O principal material daquela barreira era ouro-negro, adversário natural das energias demoníacas e maléficas.

O vento negro que adentrava pela janela ganhou contornos sinistros: o gelo ao redor foi arrastado, formando flocos de neve como se o tempo tivesse congelado, oscilando apenas alguns passos dentro da casa.

O pequeno sino de bronze preso à ponta do chicote tilintava ao vento, e, a olho nu, via-se que ali se formava uma zona de vácuo.

Por um momento, tudo pareceu suspenso no tempo.

Mas foi apenas uma ilusão.
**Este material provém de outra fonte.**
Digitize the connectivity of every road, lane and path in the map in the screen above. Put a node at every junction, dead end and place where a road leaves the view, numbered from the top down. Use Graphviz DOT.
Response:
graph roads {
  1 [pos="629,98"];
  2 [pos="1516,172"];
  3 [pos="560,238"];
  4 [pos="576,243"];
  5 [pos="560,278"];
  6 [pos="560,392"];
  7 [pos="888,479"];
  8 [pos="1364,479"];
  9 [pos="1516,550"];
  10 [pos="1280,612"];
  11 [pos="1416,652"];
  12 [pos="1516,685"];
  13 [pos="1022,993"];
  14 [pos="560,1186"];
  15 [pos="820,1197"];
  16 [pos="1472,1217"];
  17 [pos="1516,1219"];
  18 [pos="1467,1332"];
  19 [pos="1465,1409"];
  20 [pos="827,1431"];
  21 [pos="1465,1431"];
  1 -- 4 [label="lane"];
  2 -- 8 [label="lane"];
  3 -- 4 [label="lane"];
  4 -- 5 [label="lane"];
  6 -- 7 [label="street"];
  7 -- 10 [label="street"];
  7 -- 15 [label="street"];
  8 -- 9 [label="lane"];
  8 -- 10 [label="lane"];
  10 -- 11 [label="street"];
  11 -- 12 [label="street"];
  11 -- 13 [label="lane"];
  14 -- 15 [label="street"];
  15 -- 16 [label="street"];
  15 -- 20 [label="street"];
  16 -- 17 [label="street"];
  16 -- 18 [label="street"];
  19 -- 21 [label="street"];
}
As forças espirituais das três partes colidiam e se equilibravam até que, de repente, o vento negro girou, forçando a neve, carregada de energia pura e justa, a investir contra o jovem magro de manto azul.

Em apenas um instante, Lin Du foi engolida pela névoa negra.

No momento seguinte, ela recolheu sua energia e se deixou levar pela nuvem de miasma.

O chicote, com seus sinos gravados, apenas roçou sua cintura antes de ela ser tragada pela sombra.

Uma voz, com um leve tom de satisfação, soou na mente de Ning Jinxuan:
— Daqui a um quarto de hora, chame seu irmão mais velho e diga que fui capturada por um monstro.

Envolta pelo miasma, Lin Du sentia o vento cortante como se quisesse penetrar-lhe a carne, enquanto a energia em seu dantian fervilhava, prestes a ser arrancada.

Sabia que aquela era a tática dos demônios: primeiro drenavam o poder, depois devoravam a carne.

Sorrindo de maneira enigmática, ela ergueu o braço com esforço, fechando o leque em sua mão, enquanto sua percepção se derramava e, entre a névoa, minúsculos flocos de neve se acendiam, girando até formar um pequeno vórtice de luz que colidiu contra o turbilhão sombrio.

— Atrever-se a separar a alma do corpo diante de uma mestra de formações... só pode estar cansado de viver.

A névoa escura hesitou, e a energia que se movia por seus meridianos estancou.

Lin Du riu, com um toque de sarcasmo:
— Então, agora sente medo?

Mestres de formações talvez não fossem os mais poderosos em combate, mas seu poder espiritual sempre superava o dos cultivadores de corpo ou de magia.

Onde outros não conseguiam capturar almas errantes, o mestre de formações podia; onde outros não podiam ferir o espírito, ela, treinada em ataques espirituais, podia.

Mesmo sem treinamento específico, a prática diária de cálculos e posicionamento de formações aguçava sua percepção muito acima da média.

O método de Lin Du, "A Arte do Espírito do Lago Celestial", era obra do próprio destino, grandiosa e misteriosa.

Quem a cultivava via seu espírito crescer como o mar profundo: tranquilo à superfície, mas capaz de devorar montanhas na fúria.

Ela observou o recuo da névoa escura, e logo viu surgir à sua frente a estranha túnica azul de colarinho redondo.

Era, como suspeitava, Qi Zhun.

Durante o dia, ele se encolhera sobre o leito, curvado, claramente acometido pelo frio e pela reação de um veneno. Se aceitasse o antídoto de Xia Tianwu, talvez tivesse chance de sobreviver.

Agora, Lin Du percebeu que ele era, na verdade, muito alto, alto ao ponto de parecer deformado, como se tivesse sido esticado, não crescido naturalmente. Seu corpo tremia, e ela pôde ouvir o ranger de seus dentes.

Logo entendeu: era o retorno do veneno de parasita, o veneno da Serpente Azul de Neve era terrível; não o matara de frio, mas quase.

Aquele veneno não podia ser combatido externamente, por isso preferia agir com a alma fora do corpo, do que carregar o corpo debilitado.

Lin Du recordou os vestígios de veneno junto à janela; se a alma estava fora do corpo, como deixara traços do veneno?

Shao Fei foi a primeira a chegar ao local, dizendo ter visto apenas uma sombra fugindo pela janela, deixando o cenário em desordem.

Claramente, ela escondia algo, mas suas palavras guiavam todos ao suspeito Qi Zhun.

Sombra, veneno, proteger um companheiro de seita.

Lin Du olhou para Qi Zhun com um misto de pena e ironia — que bela camaradagem, pensou.

E perguntou:
— Antes de começarmos, tenho duas perguntas: foi você quem devorou aquela criança? Foi você quem roubou o filhote do demônio-tigre?